What if humans were able to reproduce with other great apes? What would the hybrid offspring look like? Act like? Think like? And how would humans respond? Would such creatures be allowed to live among us? Or would they be put under a microscope in a zoo or research facility? Lucinda Gerson is an outspoken, free-spirited working-class single mother. Lively and unpredictable, she’s the sort of person you might call “one of a kind.” Her child Bonbon is quite literally one of a kind. When Lucinda spends the money she has inherited from an uncle on a trip to visit her anthropologist sister in the Congo, she comes back pregnant. Lucy and Bonbon is the story of mother and child, and of the controversy that swirls around them over the course of the child’s first fourteen years. It is a story of freedom and captivity, of love and friendship, of borders and of border crossings, and of what it means to be a human animal.
MiroLand (Speculative Fiction)
248 pages |
Lucy and Bonbon is a remarkable achievement. Don LePan raises extremely important ethical and philosophical issues, and weaves them into an intriguing story with a page-turning finish.

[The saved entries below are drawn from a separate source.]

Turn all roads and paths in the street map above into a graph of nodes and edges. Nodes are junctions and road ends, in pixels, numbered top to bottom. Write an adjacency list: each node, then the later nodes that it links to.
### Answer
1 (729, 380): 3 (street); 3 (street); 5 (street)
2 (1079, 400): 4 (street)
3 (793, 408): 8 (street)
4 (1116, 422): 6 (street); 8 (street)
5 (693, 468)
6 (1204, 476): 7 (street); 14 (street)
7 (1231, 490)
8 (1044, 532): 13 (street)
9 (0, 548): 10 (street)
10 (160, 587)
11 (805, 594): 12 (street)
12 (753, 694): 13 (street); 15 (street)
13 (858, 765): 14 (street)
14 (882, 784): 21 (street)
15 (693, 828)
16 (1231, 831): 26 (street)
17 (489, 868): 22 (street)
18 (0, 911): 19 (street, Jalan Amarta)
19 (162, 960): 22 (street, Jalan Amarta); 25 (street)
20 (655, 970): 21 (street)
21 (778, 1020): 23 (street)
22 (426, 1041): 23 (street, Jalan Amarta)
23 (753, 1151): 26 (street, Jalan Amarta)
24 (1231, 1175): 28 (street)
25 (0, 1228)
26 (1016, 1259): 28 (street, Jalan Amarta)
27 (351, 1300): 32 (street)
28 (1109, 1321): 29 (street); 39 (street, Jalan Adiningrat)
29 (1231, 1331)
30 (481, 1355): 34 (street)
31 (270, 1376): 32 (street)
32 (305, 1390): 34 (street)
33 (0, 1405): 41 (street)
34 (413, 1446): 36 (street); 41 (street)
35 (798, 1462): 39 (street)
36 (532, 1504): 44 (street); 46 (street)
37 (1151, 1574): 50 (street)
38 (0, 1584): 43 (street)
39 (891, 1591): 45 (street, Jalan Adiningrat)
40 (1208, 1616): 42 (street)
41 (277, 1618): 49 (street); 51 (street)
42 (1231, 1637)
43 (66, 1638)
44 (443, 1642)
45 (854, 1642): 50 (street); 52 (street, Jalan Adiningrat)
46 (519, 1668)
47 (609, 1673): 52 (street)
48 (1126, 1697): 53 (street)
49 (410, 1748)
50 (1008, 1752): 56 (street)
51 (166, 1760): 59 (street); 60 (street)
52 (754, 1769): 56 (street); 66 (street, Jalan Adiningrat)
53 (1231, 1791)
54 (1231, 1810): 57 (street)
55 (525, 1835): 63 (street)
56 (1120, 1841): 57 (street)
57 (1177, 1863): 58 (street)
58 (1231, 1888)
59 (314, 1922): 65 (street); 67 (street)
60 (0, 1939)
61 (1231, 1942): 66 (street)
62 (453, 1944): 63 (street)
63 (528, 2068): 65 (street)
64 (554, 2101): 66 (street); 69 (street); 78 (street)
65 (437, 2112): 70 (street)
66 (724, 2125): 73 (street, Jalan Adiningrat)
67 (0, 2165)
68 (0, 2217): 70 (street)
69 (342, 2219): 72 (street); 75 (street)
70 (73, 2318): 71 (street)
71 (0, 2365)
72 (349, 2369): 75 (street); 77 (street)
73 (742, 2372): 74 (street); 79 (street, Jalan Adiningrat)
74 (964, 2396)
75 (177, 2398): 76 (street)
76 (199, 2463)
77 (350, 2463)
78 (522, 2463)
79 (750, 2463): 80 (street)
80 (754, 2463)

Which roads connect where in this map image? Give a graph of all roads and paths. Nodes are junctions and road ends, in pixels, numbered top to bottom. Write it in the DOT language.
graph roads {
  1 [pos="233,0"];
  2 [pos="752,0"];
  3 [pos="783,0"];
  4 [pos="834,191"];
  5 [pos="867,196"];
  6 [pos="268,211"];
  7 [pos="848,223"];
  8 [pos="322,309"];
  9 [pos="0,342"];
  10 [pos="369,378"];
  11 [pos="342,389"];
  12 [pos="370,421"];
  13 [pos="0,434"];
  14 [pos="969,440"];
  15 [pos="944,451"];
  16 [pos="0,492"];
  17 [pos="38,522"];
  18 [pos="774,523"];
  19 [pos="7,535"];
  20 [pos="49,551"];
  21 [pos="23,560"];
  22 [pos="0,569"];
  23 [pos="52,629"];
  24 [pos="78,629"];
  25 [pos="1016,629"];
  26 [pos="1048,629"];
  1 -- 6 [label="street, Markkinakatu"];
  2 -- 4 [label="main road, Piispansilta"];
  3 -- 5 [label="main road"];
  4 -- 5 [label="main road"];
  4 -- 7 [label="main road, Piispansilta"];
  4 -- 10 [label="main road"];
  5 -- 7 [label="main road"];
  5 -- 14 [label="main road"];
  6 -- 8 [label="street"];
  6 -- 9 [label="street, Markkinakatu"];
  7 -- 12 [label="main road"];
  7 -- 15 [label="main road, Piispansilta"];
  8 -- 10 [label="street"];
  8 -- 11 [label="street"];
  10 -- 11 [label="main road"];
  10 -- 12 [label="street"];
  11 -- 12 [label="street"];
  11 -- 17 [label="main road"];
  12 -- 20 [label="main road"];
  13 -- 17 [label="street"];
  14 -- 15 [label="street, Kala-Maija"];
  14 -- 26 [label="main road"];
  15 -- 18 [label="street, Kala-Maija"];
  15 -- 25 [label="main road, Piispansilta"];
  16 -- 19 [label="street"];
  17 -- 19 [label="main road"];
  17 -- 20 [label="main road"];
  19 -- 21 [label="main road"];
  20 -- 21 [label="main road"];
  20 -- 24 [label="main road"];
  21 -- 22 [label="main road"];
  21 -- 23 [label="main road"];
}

Peter Singer, Princeton University / University of Melbourne; author of Animal Liberation, The Life You Can Save, and Ethics in the Real World
I greatly enjoyed Lucy and Bonbon. At first something of a novel of ideas, it turns into an exciting escape drama, with a sting in the tail, a surprise look into the unknown future. It leaves the reader wanting a sequel!Richard Dawkins, University of Oxford; author of The Selfish Gene, The God Delusion, and Science in the Soul
Lucy and Bonbon unfolds in intriguing stages, each one with characteristics true to the genre. Though the novel’s irreverent conceits — bestiality, unnatural spawn — are the foundation of the premise and might provoke the torches-and-pitchforks crowd, a trio of storytelling techniques energizes Don LePan’s unique tale. Variously breakneck, inquisitive, and literarily playful, Lucy and Bonbon showcases an author who’s as assured with Big Questions as with the nuts and bolts of complex narration.
The BC Review
About the author
Don LePan, founder and CEO of academic publishing house Broadview Press, is the author of several non-fiction books and of two other works of fiction; his novel Animals (2010) has been described by Nobel Prize winner J.M. Coetzee as “a powerful piece of writing and a disturbing call to conscience.”